Back references refer to "the most recent MATCHED Condition". A group of [OR]-delimited conditions is functionally the same as a single pipe-delimited group. That is, if the first "OR" doesn't match, it simply doesn't count and mod_rewrite continues to the next condition in the set. (If you've got a package that can go either way, the [OR] version runs faster but the pipe version may be easier for a human to read. You can't win.)
For comparison purposes I tried this in my test site. If I request the page /detour.html, I should get redirected. On the surface it looks different from your ruleset, but the underlying structure is the same:
RewriteCond %{REQUEST_URI} !test-three
RewriteCond %{THE_REQUEST} (GET)\ (/[^.\s]+\.html)
RewriteCond %1 HEAD [OR]
RewriteCond %2 detour
RewriteRule .* http://www.example.com/hoosegow/test-three.html [R=301,L]
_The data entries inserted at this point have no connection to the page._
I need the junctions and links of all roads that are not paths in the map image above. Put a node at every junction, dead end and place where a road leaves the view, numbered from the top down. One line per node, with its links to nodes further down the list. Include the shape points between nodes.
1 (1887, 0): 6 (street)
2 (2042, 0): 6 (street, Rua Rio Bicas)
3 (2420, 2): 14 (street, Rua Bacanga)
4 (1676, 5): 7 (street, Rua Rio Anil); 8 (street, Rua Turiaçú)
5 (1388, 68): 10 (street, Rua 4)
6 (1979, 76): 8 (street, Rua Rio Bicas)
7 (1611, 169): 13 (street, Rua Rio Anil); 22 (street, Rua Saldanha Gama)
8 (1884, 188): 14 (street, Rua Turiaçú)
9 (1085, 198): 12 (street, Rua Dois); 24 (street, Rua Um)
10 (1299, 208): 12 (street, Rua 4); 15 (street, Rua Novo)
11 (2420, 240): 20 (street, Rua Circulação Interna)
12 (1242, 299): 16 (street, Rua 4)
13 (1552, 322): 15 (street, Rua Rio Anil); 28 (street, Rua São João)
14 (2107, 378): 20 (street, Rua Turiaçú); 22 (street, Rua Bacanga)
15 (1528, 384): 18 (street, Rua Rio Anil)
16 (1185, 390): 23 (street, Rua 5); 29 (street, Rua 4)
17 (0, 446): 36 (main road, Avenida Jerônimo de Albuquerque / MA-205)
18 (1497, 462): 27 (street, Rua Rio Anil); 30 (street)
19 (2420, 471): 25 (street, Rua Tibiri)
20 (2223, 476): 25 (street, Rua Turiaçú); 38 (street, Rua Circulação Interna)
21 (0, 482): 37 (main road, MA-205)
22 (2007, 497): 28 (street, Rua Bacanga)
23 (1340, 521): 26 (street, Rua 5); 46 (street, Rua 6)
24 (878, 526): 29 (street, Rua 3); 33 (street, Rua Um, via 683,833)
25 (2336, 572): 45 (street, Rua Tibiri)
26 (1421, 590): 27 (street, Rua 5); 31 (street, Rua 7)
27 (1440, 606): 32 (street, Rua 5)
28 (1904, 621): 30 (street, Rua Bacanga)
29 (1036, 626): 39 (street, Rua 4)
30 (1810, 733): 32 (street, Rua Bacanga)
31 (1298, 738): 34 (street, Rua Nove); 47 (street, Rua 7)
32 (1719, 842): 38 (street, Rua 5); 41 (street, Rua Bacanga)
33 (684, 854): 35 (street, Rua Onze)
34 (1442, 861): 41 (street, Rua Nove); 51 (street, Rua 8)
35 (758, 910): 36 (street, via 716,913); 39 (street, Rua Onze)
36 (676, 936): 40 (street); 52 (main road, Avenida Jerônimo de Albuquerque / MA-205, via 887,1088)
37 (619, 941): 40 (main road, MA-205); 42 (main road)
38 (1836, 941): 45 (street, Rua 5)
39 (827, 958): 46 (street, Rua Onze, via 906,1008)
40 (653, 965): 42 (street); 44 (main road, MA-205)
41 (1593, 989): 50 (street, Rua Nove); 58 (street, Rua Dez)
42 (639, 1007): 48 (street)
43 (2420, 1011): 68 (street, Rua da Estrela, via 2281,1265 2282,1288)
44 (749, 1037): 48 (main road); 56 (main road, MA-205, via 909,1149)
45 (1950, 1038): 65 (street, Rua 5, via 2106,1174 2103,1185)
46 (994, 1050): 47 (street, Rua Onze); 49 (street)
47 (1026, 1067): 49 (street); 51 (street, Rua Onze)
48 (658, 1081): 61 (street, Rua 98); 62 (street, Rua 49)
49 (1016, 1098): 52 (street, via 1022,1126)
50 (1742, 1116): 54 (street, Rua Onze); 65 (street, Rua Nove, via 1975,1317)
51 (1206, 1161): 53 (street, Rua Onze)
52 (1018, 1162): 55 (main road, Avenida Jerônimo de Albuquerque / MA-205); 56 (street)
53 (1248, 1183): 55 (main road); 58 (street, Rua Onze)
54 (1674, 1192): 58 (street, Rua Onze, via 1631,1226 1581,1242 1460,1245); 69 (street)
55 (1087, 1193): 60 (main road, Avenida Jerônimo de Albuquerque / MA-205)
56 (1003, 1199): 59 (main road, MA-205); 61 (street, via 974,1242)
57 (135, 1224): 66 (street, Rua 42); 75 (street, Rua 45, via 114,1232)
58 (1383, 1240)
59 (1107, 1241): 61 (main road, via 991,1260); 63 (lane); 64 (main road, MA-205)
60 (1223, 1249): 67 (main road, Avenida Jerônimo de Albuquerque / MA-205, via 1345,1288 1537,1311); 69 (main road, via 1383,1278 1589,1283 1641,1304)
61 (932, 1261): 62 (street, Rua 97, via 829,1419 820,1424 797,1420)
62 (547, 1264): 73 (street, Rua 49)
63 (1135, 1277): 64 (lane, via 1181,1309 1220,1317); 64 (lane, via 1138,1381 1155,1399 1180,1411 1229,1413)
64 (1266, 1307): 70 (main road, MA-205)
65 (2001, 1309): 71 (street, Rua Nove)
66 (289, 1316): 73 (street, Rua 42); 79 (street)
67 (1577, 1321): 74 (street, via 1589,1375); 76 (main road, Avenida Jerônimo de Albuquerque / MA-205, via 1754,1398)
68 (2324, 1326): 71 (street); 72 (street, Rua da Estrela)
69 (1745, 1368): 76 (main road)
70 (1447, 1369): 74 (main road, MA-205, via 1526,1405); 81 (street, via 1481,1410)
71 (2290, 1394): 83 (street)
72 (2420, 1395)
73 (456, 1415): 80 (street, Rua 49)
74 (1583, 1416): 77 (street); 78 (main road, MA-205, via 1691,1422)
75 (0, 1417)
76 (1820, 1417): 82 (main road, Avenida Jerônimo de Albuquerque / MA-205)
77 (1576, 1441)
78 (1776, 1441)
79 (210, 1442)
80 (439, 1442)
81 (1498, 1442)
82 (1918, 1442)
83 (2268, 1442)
(I could tell it was working when I got a browser error "infinite redirect loop" and hastily added the first Condition :)) Here it's skipping a non-matched Condition-- the HEAD line-- and continuing to the next Condition.
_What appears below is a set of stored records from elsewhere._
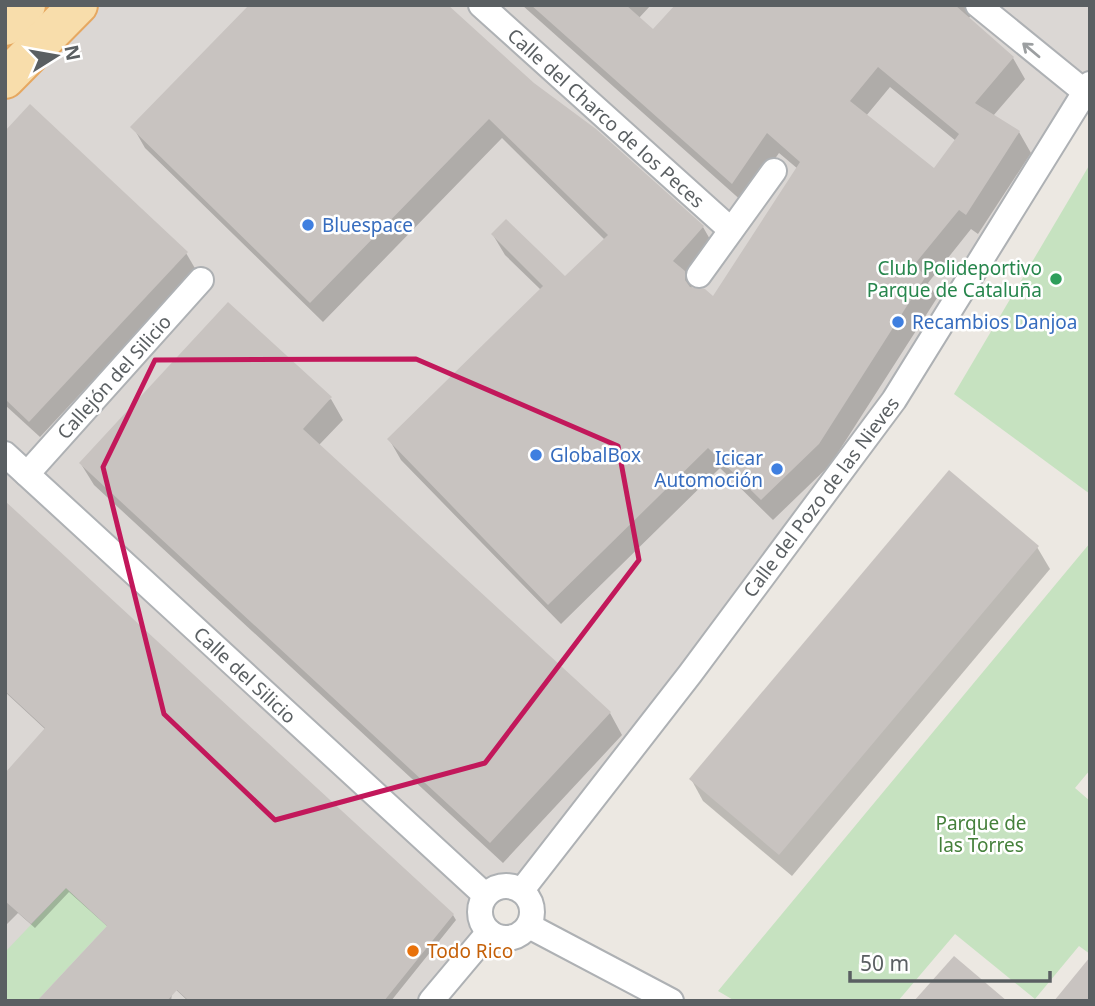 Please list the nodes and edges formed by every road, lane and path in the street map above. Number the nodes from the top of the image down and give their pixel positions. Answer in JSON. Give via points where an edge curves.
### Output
{"nodes":[{"id":1,"x":26,"y":5,"type":"edge"},
{"id":2,"x":78,"y":5,"type":"edge"},
{"id":3,"x":481,"y":5,"type":"edge"},
{"id":4,"x":978,"y":5,"type":"edge"},
{"id":5,"x":5,"y":26,"type":"edge"},
{"id":6,"x":5,"y":79,"type":"edge"},
{"id":7,"x":1087,"y":88,"type":"edge"},
{"id":8,"x":774,"y":171,"type":"dead end"},
{"id":9,"x":731,"y":230,"type":"junction"},
{"id":10,"x":699,"y":275,"type":"dead end"},
{"id":11,"x":201,"y":280,"type":"dead end"},
{"id":12,"x":5,"y":454,"type":"edge"},
{"id":13,"x":27,"y":474,"type":"junction"},
{"id":14,"x":522,"y":890,"type":"junction"},
{"id":15,"x":485,"y":895,"type":"junction"},
{"id":16,"x":529,"y":926,"type":"junction"},
{"id":17,"x":489,"y":932,"type":"junction"},
{"id":18,"x":431,"y":1001,"type":"edge"},
{"id":19,"x":671,"y":1001,"type":"edge"}],
"edges":[{"from":1,"to":5,"type":"main road"},
{"from":2,"to":6,"type":"main road"},
{"from":3,"to":9,"type":"street","name":"Calle del Charco de los Peces"},
{"from":7,"to":4,"type":"street","one_way":true},
{"from":7,"to":14,"type":"street","name":"Calle del Pozo de las Nieves","via":[[894,400]]},
{"from":8,"to":9,"type":"street"},
{"from":9,"to":10,"type":"street"},
{"from":11,"to":13,"type":"street","name":"Callejón del Silicio"},
{"from":12,"to":13,"type":"street","name":"Calle del Silicio"},
{"from":13,"to":15,"type":"street","name":"Calle del Silicio"},
{"from":14,"to":15,"type":"street","via":[[508,885]]},
{"from":14,"to":16,"type":"street","via":[[531,901]]},
{"from":15,"to":17,"type":"street","via":[[481,921]]},
{"from":16,"to":17,"type":"street","via":[[518,936],[501,938]]},
{"from":16,"to":19,"type":"street"},
{"from":17,"to":18,"type":"street"}]}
Deeper question: Are you certain that a RewriteMap is the most efficient way to achieve the result you want? I think most people would use mod_authz-whatsit in "Deny,Allow" order. A rule that potentially requires consulting the same map up to three times on every single request seems like a last-resort approach. At a minimum, you can probably constrain the rule to page requests; very few robots ask for images and stylesheets, and you've probably got hotlink code already. The Rule itself then says
RewriteRule (^|\.html|/)$ - [F]
substituting whatever extension(s) you actually use.